** Opening DATA SUPPLIED block **

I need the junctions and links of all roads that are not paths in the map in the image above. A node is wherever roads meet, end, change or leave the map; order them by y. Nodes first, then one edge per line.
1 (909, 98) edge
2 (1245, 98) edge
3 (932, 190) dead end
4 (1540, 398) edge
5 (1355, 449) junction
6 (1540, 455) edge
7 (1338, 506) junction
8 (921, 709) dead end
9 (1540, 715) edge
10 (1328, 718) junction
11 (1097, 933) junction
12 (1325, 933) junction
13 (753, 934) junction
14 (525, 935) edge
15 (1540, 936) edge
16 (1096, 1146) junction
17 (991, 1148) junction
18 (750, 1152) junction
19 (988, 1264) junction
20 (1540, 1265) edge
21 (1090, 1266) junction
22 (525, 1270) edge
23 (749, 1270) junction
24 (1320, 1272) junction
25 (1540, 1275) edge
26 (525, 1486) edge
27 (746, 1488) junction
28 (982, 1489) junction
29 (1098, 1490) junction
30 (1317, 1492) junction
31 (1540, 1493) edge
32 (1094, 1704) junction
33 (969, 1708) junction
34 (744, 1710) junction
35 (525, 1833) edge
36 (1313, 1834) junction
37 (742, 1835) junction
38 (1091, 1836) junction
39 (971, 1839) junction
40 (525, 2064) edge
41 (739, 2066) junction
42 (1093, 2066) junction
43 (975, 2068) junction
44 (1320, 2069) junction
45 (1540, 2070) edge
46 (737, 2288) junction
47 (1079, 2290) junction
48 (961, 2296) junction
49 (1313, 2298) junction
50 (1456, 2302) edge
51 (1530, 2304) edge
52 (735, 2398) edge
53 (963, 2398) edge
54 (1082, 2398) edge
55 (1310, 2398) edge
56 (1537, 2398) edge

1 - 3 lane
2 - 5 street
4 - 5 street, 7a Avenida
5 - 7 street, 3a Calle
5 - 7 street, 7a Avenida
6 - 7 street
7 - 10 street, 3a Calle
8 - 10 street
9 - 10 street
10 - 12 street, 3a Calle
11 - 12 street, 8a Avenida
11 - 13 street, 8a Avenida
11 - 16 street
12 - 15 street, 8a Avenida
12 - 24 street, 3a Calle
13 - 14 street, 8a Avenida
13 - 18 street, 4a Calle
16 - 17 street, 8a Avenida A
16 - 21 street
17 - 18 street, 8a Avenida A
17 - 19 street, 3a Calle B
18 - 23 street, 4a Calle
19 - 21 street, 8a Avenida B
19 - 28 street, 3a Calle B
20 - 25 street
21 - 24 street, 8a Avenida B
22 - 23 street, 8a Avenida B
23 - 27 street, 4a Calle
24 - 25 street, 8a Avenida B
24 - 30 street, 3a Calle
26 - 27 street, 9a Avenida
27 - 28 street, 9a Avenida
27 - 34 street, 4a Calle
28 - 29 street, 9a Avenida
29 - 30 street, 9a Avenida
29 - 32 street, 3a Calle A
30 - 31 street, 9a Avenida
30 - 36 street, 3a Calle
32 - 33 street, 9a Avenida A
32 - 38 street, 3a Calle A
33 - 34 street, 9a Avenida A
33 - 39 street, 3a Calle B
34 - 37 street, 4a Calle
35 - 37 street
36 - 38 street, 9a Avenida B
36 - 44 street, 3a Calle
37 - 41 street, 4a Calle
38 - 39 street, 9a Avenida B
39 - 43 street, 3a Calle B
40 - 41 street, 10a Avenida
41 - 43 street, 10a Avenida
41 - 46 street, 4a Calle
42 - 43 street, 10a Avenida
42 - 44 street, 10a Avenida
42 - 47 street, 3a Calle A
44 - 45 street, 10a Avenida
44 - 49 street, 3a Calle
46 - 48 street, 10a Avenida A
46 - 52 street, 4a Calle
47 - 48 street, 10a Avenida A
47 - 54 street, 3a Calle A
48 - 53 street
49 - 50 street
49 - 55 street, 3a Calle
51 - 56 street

** Closing DATA SUPPLIED block **

* EXERCISE GOAL *
Whatever the material above holds, copy it over exactly, line by line.

* ANSWER SPACE *
I need the junctions and links of all roads that are not paths in the map in the image above. A node is wherever roads meet, end, change or leave the map; order them by y. Nodes first, then one edge per line.
1 (909, 98) edge
2 (1245, 98) edge
3 (932, 190) dead end
4 (1540, 398) edge
5 (1355, 449) junction
6 (1540, 455) edge
7 (1338, 506) junction
8 (921, 709) dead end
9 (1540, 715) edge
10 (1328, 718) junction
11 (1097, 933) junction
12 (1325, 933) junction
13 (753, 934) junction
14 (525, 935) edge
15 (1540, 936) edge
16 (1096, 1146) junction
17 (991, 1148) junction
18 (750, 1152) junction
19 (988, 1264) junction
20 (1540, 1265) edge
21 (1090, 1266) junction
22 (525, 1270) edge
23 (749, 1270) junction
24 (1320, 1272) junction
25 (1540, 1275) edge
26 (525, 1486) edge
27 (746, 1488) junction
28 (982, 1489) junction
29 (1098, 1490) junction
30 (1317, 1492) junction
31 (1540, 1493) edge
32 (1094, 1704) junction
33 (969, 1708) junction
34 (744, 1710) junction
35 (525, 1833) edge
36 (1313, 1834) junction
37 (742, 1835) junction
38 (1091, 1836) junction
39 (971, 1839) junction
40 (525, 2064) edge
41 (739, 2066) junction
42 (1093, 2066) junction
43 (975, 2068) junction
44 (1320, 2069) junction
45 (1540, 2070) edge
46 (737, 2288) junction
47 (1079, 2290) junction
48 (961, 2296) junction
49 (1313, 2298) junction
50 (1456, 2302) edge
51 (1530, 2304) edge
52 (735, 2398) edge
53 (963, 2398) edge
54 (1082, 2398) edge
55 (1310, 2398) edge
56 (1537, 2398) edge

1 - 3 lane
2 - 5 street
4 - 5 street, 7a Avenida
5 - 7 street, 3a Calle
5 - 7 street, 7a Avenida
6 - 7 street
7 - 10 street, 3a Calle
8 - 10 street
9 - 10 street
10 - 12 street, 3a Calle
11 - 12 street, 8a Avenida
11 - 13 street, 8a Avenida
11 - 16 street
12 - 15 street, 8a Avenida
12 - 24 street, 3a Calle
13 - 14 street, 8a Avenida
13 - 18 street, 4a Calle
16 - 17 street, 8a Avenida A
16 - 21 street
17 - 18 street, 8a Avenida A
17 - 19 street, 3a Calle B
18 - 23 street, 4a Calle
19 - 21 street, 8a Avenida B
19 - 28 street, 3a Calle B
20 - 25 street
21 - 24 street, 8a Avenida B
22 - 23 street, 8a Avenida B
23 - 27 street, 4a Calle
24 - 25 street, 8a Avenida B
24 - 30 street, 3a Calle
26 - 27 street, 9a Avenida
27 - 28 street, 9a Avenida
27 - 34 street, 4a Calle
28 - 29 street, 9a Avenida
29 - 30 street, 9a Avenida
29 - 32 street, 3a Calle A
30 - 31 street, 9a Avenida
30 - 36 street, 3a Calle
32 - 33 street, 9a Avenida A
32 - 38 street, 3a Calle A
33 - 34 street, 9a Avenida A
33 - 39 street, 3a Calle B
34 - 37 street, 4a Calle
35 - 37 street
36 - 38 street, 9a Avenida B
36 - 44 street, 3a Calle
37 - 41 street, 4a Calle
38 - 39 street, 9a Avenida B
39 - 43 street, 3a Calle B
40 - 41 street, 10a Avenida
41 - 43 street, 10a Avenida
41 - 46 street, 4a Calle
42 - 43 street, 10a Avenida
42 - 44 street, 10a Avenida
42 - 47 street, 3a Calle A
44 - 45 street, 10a Avenida
44 - 49 street, 3a Calle
46 - 48 street, 10a Avenida A
46 - 52 street, 4a Calle
47 - 48 street, 10a Avenida A
47 - 54 street, 3a Calle A
48 - 53 street
49 - 50 street
49 - 55 street, 3a Calle
51 - 56 street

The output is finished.